EXERCISE INSTRUCTIONS = Among these entries, count the lines containing the word "Village" and answer with only the number.

DATA LISTING =
/---
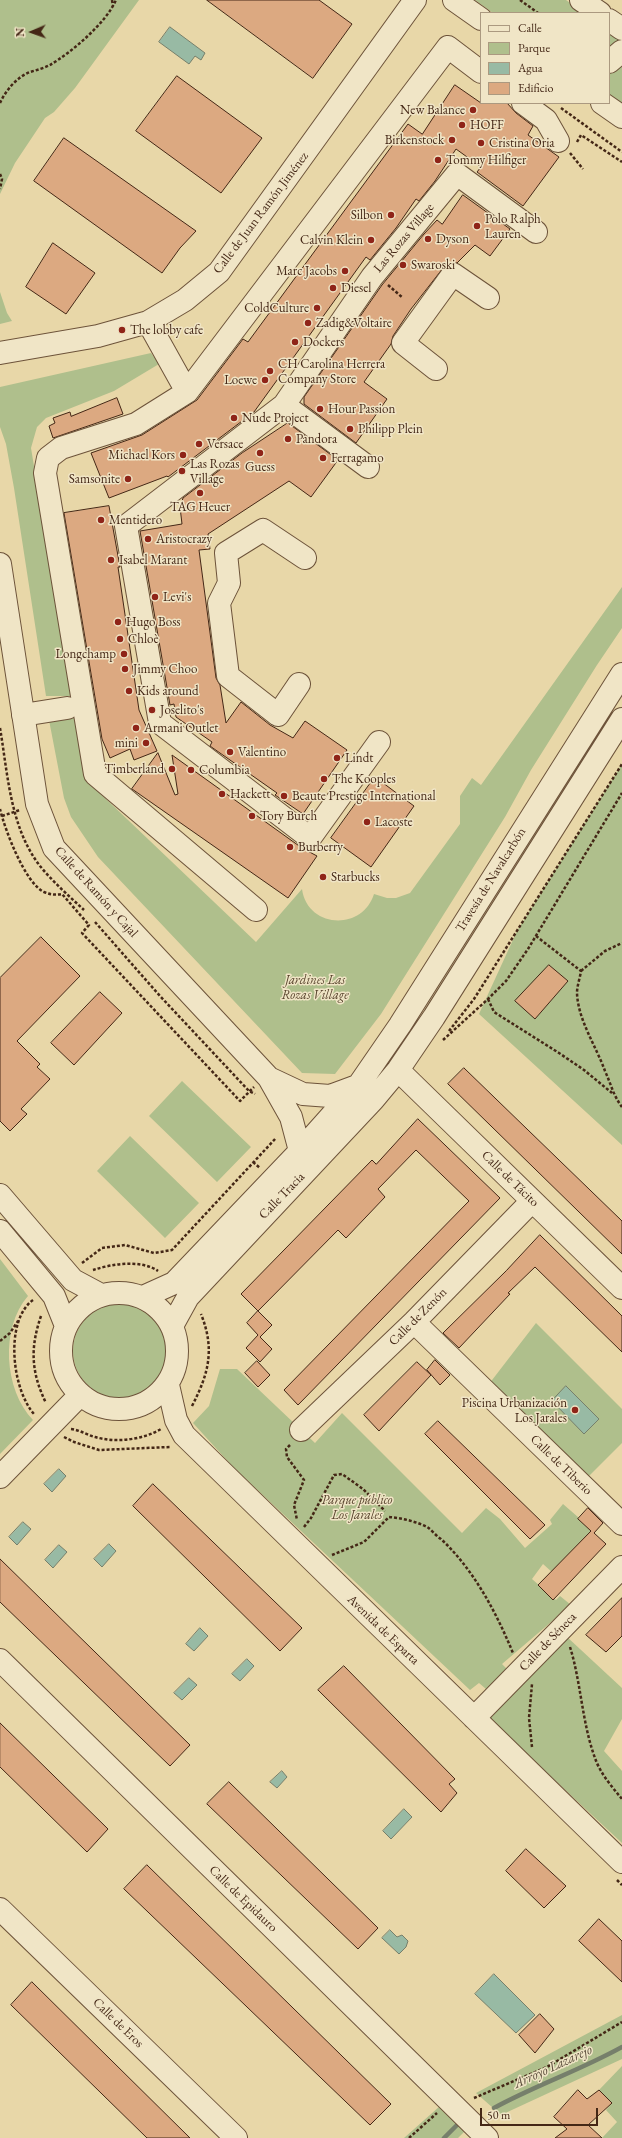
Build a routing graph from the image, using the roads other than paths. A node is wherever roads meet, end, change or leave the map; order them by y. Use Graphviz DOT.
graph roads {
  1 [pos="415,0"];
  2 [pos="454,0"];
  3 [pos="581,0"];
  4 [pos="599,12"];
  5 [pos="480,17"];
  6 [pos="610,21"];
  7 [pos="622,29"];
  8 [pos="622,51"];
  9 [pos="610,61"];
  10 [pos="480,71"];
  11 [pos="524,104"];
  12 [pos="603,104"];
  13 [pos="622,117"];
  14 [pos="558,141"];
  15 [pos="536,232"];
  16 [pos="488,298"];
  17 [pos="148,322"];
  18 [pos="0,353"];
  19 [pos="436,369"];
  20 [pos="187,392"];
  21 [pos="284,406"];
  22 [pos="368,467"];
  23 [pos="305,558"];
  24 [pos="0,564"];
  25 [pos="622,674"];
  26 [pos="299,684"];
  27 [pos="67,708"];
  28 [pos="23,715"];
  29 [pos="622,719"];
  30 [pos="379,742"];
  31 [pos="256,910"];
  32 [pos="398,1070"];
  33 [pos="267,1077"];
  34 [pos="358,1086"];
  35 [pos="300,1151"];
  36 [pos="0,1195"];
  37 [pos="532,1201"];
  38 [pos="0,1231"];
  39 [pos="622,1288"];
  40 [pos="181,1290"];
  41 [pos="102,1295"];
  42 [pos="143,1297"];
  43 [pos="414,1322"];
  44 [pos="66,1326"];
  45 [pos="172,1326"];
  46 [pos="168,1384"];
  47 [pos="80,1395"];
  48 [pos="301,1430"];
  49 [pos="0,1477"];
  50 [pos="622,1524"];
  51 [pos="622,1567"];
  52 [pos="0,1660"];
  53 [pos="474,1718"];
  54 [pos="619,1871"];
  55 [pos="0,1909"];
  56 [pos="236,2138"];
  57 [pos="487,2138"];
  1 -- 17 [label="street, Calle de Juan Ramón Jiménez"];
  2 -- 5 [label="street"];
  3 -- 4 [label="street"];
  6 -- 7 [label="street"];
  8 -- 9 [label="street"];
  10 -- 20 [label="street"];
  11 -- 14 [label="street"];
  12 -- 13 [label="street"];
  15 -- 21 [label="street, Las Rozas Village"];
  16 -- 19 [label="street"];
  17 -- 18 [label="street, Calle de Juan Ramón Jiménez"];
  17 -- 20 [label="street"];
  20 -- 31 [label="street"];
  21 -- 22 [label="street"];
  21 -- 30 [label="street, Las Rozas Village"];
  23 -- 26 [label="street"];
  24 -- 28 [label="street, Calle de Ramón y Cajal"];
  25 -- 34 [label="street, Travesía de Navalcarbón"];
  27 -- 28 [label="street"];
  28 -- 33 [label="street, Calle de Ramón y Cajal"];
  29 -- 32 [label="street, Travesía de Navalcarbón"];
  32 -- 37 [label="street, Calle de Tácito"];
  32 -- 40 [label="street, Calle Tracia"];
  33 -- 34 [label="street, Calle de Ramón y Cajal"];
  33 -- 35 [label="street, Calle de Ramón y Cajal"];
  34 -- 35 [label="street, Calle Tracia"];
  35 -- 40 [label="street, Calle Tracia"];
  36 -- 41 [label="street"];
  37 -- 39 [label="street, Calle de Tácito"];
  37 -- 43 [label="street, Calle de Zenón"];
  38 -- 44 [label="street"];
  40 -- 42 [label="street, Calle Tracia"];
  40 -- 45 [label="street, Calle Tracia"];
  41 -- 42 [label="street"];
  41 -- 44 [label="street"];
  42 -- 45 [label="street"];
  43 -- 48 [label="street, Calle de Zenón"];
  43 -- 50 [label="street, Calle de Tiberio"];
  44 -- 47 [label="street"];
  45 -- 46 [label="street"];
  46 -- 47 [label="street"];
  46 -- 53 [label="street, Avenida de Esparta"];
  47 -- 49 [label="street"];
  51 -- 53 [label="street, Calle de Séneca"];
  52 -- 57 [label="street, Calle de Epidauro"];
  53 -- 54 [label="street, Avenida de Esparta"];
  55 -- 56 [label="street, Calle de Eros"];
}
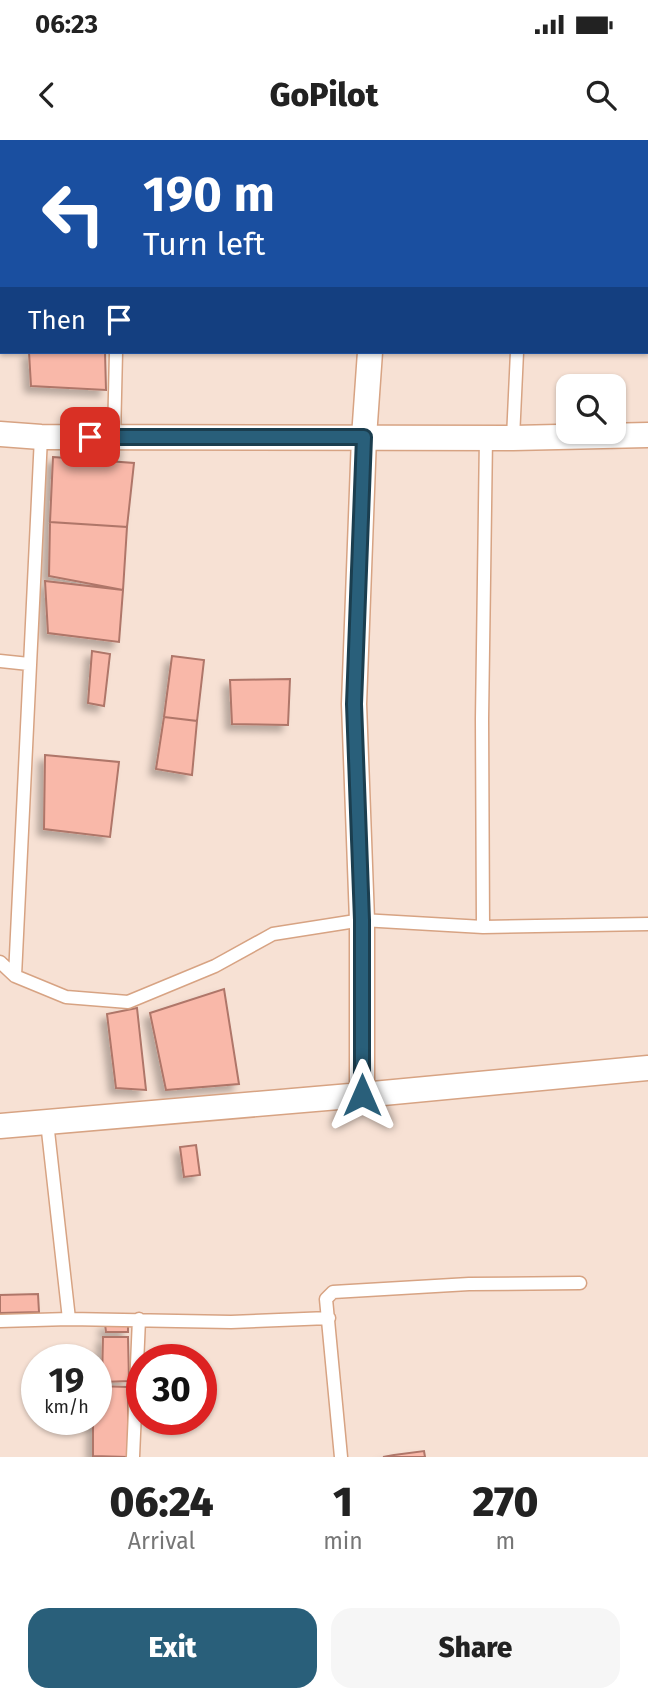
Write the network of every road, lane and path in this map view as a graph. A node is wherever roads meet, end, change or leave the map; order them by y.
1 (116, 354) edge
2 (370, 354) edge
3 (517, 354) edge
4 (0, 434) edge
5 (648, 435) edge
6 (41, 437) junction
7 (114, 437) junction
8 (364, 437) junction
9 (486, 438) junction
10 (513, 438) junction
11 (0, 661) edge
12 (29, 664) junction
13 (362, 920) junction
14 (648, 924) edge
15 (483, 927) junction
16 (0, 962) edge
17 (15, 976) junction
18 (648, 1068) edge
19 (362, 1095) junction
20 (47, 1122) junction
21 (0, 1126) edge
22 (580, 1283) dead end
23 (329, 1318) junction
24 (69, 1319) junction
25 (139, 1319) junction
26 (0, 1321) edge
27 (133, 1457) edge
28 (341, 1457) edge

1 - 7 lane
2 - 8 street
3 - 10 lane
4 - 6 street
5 - 10 street
6 - 7 street
6 - 12 lane
7 - 8 street
8 - 9 street
8 - 13 street
9 - 10 street
9 - 15 lane
11 - 12 lane
12 - 17 lane
13 - 15 lane
13 - 17 lane
13 - 19 street
14 - 15 lane
16 - 17 lane
18 - 19 street
19 - 20 street
20 - 21 street
20 - 24 lane
22 - 23 lane
23 - 25 lane
23 - 28 lane
24 - 25 lane
24 - 26 lane
25 - 27 lane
\---
EXERCISE ANSWER = 2